The candidacy of one of Canada’s biggest media magnates for the sovereigntist Parti Québécois poses serious questions about press independence and the quality of information Quebeckers receive, according to PQ opponents and the province’s association of journalists.
The abrupt arrival of Pierre Karl Péladeau into PQ ranks rippled the province’s airwaves, particularly in the political and media classes, which have occasionally expressed concern about Quebecor Media Inc.’s monumental hold on the province’s readers and viewers, but have often been shy to poke the giant too firmly. Mr. Péladeau was Canada’s most fervent and successful adopter of convergence, meaning Quebecor entertainers and journalists became stars aggressively cross-promoted across properties such as the highest-circulation daily, Le Journal de Montréal, and the TVA network – often at the exclusion of those outside the convergence loop.
Political actors such as the Quebec Liberal Party and Coalition Avenir Québec usually walk on eggshells around the media colossus. That caution has started to loosen with Mr. Péladeau’s jump into partisan politics. He’s running in Saint-Jérôme, a swing just north of Montreal.
“Mr. Péladeau has to tell us what influence he has had, and will have, and how he will guarantee to Quebeckers that during the campaign they will still be exposed to an independent, impartial media,” Liberal Leader Philippe Couillard said while campaigning in the Quebec capital. Later, Mr. Couillard went further, demanding Mr. Péladeau sell his shares.
“[Pauline] Marois has shown a lack of judgment by not dealing with these questions first. It’s irresponsible.”
Mr. Péladeau said he will put his shares in a blind trust and that it was “out of the question” he would sell them, even if the ethics commissioner demanded it. Mr. Péladeau explained that he worked too hard to promote Quebec ownership of homegrown companies to divest himself of a company his father built.
Mr. Péladeau later reversed course, saying in a statement he would follow the counsel of the ethics commissioner. He did not say he would now sell his shares. The province’s federation of journalists issued a statement saying it was worried about the “explosive mix” of high political office and media ownership. It, too, called on Mr. Péladeau to sell his shares.
The journalists association says about 40 per cent of the province’s information is controlled by the company, which has long been at war with Radio-Canada, the French service of the CBC, and the newspaper group owned by the Desmarais family that includes La Presse.
Mr. Péladeau maintained he has never exercised editorial control over his properties. “Mr. Couillard has a right to his opinion but let me repeat: Regardless if it is TVA, Journal de Montréal, Journal de Québec, Sun News, Toronto Sun, I never intervened, nor did management in the news contents of their newsrooms,” Mr. Péladeau told reporters on Monday. “Each newsroom adopts its own editorial policy.”
Quebecor airwaves abounded with awkward exchanges on Monday, illustrating the difficult position Mr. Péladeau is trying to maintain.

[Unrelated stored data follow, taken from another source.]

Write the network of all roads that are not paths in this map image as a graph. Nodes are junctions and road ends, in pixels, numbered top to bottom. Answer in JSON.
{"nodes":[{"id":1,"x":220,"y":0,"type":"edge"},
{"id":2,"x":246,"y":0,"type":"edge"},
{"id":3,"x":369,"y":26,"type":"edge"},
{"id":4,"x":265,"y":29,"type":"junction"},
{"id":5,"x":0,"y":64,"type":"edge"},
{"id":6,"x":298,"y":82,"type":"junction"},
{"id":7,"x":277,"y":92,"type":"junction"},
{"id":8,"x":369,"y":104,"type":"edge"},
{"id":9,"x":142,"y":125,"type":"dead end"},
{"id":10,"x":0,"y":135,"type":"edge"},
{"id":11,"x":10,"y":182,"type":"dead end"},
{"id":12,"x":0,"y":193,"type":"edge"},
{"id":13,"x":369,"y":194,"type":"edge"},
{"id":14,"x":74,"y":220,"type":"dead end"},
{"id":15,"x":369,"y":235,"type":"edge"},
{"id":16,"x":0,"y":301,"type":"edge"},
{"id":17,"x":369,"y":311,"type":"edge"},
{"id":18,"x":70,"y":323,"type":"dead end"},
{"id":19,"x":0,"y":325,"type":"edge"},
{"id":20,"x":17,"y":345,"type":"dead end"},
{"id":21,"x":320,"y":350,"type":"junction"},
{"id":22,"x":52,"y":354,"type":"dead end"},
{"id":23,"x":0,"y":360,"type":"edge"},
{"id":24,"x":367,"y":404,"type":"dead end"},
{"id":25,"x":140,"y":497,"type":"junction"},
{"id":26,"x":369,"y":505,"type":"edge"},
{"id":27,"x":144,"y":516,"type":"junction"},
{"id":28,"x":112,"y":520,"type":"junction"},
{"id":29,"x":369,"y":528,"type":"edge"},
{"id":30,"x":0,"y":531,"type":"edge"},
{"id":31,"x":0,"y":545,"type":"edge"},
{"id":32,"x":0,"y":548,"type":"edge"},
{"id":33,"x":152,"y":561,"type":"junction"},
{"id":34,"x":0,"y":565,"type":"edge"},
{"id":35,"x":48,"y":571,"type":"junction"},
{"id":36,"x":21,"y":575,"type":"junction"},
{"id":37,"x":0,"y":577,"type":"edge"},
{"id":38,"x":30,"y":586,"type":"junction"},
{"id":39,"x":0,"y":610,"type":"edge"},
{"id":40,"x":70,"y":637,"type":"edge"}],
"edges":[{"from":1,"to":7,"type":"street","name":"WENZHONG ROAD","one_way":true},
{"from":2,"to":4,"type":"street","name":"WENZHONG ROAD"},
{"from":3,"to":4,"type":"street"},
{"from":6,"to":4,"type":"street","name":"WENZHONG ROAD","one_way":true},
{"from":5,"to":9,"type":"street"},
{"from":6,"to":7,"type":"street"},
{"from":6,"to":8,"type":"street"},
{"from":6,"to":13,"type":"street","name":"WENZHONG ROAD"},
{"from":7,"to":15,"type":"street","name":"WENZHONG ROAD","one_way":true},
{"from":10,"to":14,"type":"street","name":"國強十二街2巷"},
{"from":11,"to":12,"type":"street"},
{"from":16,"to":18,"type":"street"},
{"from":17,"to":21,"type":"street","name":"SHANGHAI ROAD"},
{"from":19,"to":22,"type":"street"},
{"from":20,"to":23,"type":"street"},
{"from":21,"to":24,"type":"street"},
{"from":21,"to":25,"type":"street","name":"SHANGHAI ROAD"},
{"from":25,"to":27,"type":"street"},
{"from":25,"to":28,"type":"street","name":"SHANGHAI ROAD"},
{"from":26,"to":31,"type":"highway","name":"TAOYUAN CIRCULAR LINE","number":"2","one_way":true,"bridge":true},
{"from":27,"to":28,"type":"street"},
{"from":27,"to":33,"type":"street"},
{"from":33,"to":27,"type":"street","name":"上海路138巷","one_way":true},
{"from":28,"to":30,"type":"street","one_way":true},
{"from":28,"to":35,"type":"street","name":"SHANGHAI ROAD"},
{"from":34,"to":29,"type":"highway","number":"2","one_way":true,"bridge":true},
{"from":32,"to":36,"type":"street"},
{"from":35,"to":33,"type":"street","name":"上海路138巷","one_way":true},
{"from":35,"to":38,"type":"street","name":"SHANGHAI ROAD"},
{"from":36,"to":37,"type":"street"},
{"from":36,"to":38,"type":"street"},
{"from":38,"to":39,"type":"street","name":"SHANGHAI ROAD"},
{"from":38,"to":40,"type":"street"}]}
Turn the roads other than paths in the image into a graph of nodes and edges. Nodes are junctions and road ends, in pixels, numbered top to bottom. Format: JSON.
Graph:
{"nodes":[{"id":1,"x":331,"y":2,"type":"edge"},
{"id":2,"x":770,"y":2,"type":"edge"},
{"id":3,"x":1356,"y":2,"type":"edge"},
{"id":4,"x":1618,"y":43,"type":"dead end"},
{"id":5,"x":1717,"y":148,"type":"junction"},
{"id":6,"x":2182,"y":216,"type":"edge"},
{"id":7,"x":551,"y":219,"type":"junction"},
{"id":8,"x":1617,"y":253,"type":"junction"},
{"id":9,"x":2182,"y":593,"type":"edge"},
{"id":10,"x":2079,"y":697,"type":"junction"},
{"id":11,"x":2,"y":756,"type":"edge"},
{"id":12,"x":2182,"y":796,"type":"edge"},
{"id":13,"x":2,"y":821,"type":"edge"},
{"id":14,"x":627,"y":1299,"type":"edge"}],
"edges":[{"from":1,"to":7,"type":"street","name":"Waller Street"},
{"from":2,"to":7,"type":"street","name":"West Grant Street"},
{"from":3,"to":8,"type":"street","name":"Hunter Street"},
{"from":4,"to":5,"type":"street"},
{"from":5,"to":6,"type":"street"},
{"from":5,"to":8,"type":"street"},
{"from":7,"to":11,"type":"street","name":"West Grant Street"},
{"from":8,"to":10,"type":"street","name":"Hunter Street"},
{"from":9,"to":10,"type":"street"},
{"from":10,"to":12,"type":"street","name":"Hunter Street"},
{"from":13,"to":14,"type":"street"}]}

In one, CAQ Leader François Legault swapped barbs with veteran TVA anchor Pierre Bruneau, who tried to reassure the party leader of journalistic independence.
Mr. Legault said he knows of cases where journalists have been pressed by the Quebecor executives who take marching orders from Mr. Péladeau. The CAQ Leader then asked the anchor whether he ever speaks to Mr. Péladeau. The question went unanswered.